Set the data down once more, in full and exactly.
* * *
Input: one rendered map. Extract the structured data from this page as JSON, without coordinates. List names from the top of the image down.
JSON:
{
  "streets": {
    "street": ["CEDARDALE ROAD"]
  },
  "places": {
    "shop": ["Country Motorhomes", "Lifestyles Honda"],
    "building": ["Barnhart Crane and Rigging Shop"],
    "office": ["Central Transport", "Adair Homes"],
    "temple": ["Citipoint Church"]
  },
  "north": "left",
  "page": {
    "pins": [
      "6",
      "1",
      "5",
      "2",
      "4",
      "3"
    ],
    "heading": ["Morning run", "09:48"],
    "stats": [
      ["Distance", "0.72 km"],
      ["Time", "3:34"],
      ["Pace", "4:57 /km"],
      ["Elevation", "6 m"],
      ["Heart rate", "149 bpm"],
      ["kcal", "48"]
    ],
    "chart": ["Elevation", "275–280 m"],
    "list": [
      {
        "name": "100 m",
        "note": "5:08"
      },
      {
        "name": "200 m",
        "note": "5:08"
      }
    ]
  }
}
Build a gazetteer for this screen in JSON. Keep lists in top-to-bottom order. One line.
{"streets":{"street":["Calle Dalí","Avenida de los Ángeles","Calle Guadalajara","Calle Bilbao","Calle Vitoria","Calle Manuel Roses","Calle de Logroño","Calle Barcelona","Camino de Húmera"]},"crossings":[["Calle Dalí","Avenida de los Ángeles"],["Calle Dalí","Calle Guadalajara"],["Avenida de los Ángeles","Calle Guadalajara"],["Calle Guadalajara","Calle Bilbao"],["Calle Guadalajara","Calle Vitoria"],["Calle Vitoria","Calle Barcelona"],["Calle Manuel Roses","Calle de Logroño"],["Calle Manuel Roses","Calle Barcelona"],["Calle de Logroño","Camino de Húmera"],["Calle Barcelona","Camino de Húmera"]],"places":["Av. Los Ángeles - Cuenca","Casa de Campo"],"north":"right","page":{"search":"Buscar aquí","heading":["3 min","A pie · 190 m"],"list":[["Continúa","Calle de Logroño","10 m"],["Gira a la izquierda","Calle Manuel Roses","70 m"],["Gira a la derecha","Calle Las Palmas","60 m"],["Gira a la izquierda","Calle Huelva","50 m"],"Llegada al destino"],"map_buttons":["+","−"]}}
* * *
→ SOLUTION TO THIS PROBLEM:
Input: one rendered map. Extract the structured data from this page as JSON, without coordinates. List names from the top of the image down.
JSON:
{
  "streets": {
    "street": ["CEDARDALE ROAD"]
  },
  "places": {
    "shop": ["Country Motorhomes", "Lifestyles Honda"],
    "building": ["Barnhart Crane and Rigging Shop"],
    "office": ["Central Transport", "Adair Homes"],
    "temple": ["Citipoint Church"]
  },
  "north": "left",
  "page": {
    "pins": [
      "6",
      "1",
      "5",
      "2",
      "4",
      "3"
    ],
    "heading": ["Morning run", "09:48"],
    "stats": [
      ["Distance", "0.72 km"],
      ["Time", "3:34"],
      ["Pace", "4:57 /km"],
      ["Elevation", "6 m"],
      ["Heart rate", "149 bpm"],
      ["kcal", "48"]
    ],
    "chart": ["Elevation", "275–280 m"],
    "list": [
      {
        "name": "100 m",
        "note": "5:08"
      },
      {
        "name": "200 m",
        "note": "5:08"
      }
    ]
  }
}
Build a gazetteer for this screen in JSON. Keep lists in top-to-bottom order. One line.
{"streets":{"street":["Calle Dalí","Avenida de los Ángeles","Calle Guadalajara","Calle Bilbao","Calle Vitoria","Calle Manuel Roses","Calle de Logroño","Calle Barcelona","Camino de Húmera"]},"crossings":[["Calle Dalí","Avenida de los Ángeles"],["Calle Dalí","Calle Guadalajara"],["Avenida de los Ángeles","Calle Guadalajara"],["Calle Guadalajara","Calle Bilbao"],["Calle Guadalajara","Calle Vitoria"],["Calle Vitoria","Calle Barcelona"],["Calle Manuel Roses","Calle de Logroño"],["Calle Manuel Roses","Calle Barcelona"],["Calle de Logroño","Camino de Húmera"],["Calle Barcelona","Camino de Húmera"]],"places":["Av. Los Ángeles - Cuenca","Casa de Campo"],"north":"right","page":{"search":"Buscar aquí","heading":["3 min","A pie · 190 m"],"list":[["Continúa","Calle de Logroño","10 m"],["Gira a la izquierda","Calle Manuel Roses","70 m"],["Gira a la derecha","Calle Las Palmas","60 m"],["Gira a la izquierda","Calle Huelva","50 m"],"Llegada al destino"],"map_buttons":["+","−"]}}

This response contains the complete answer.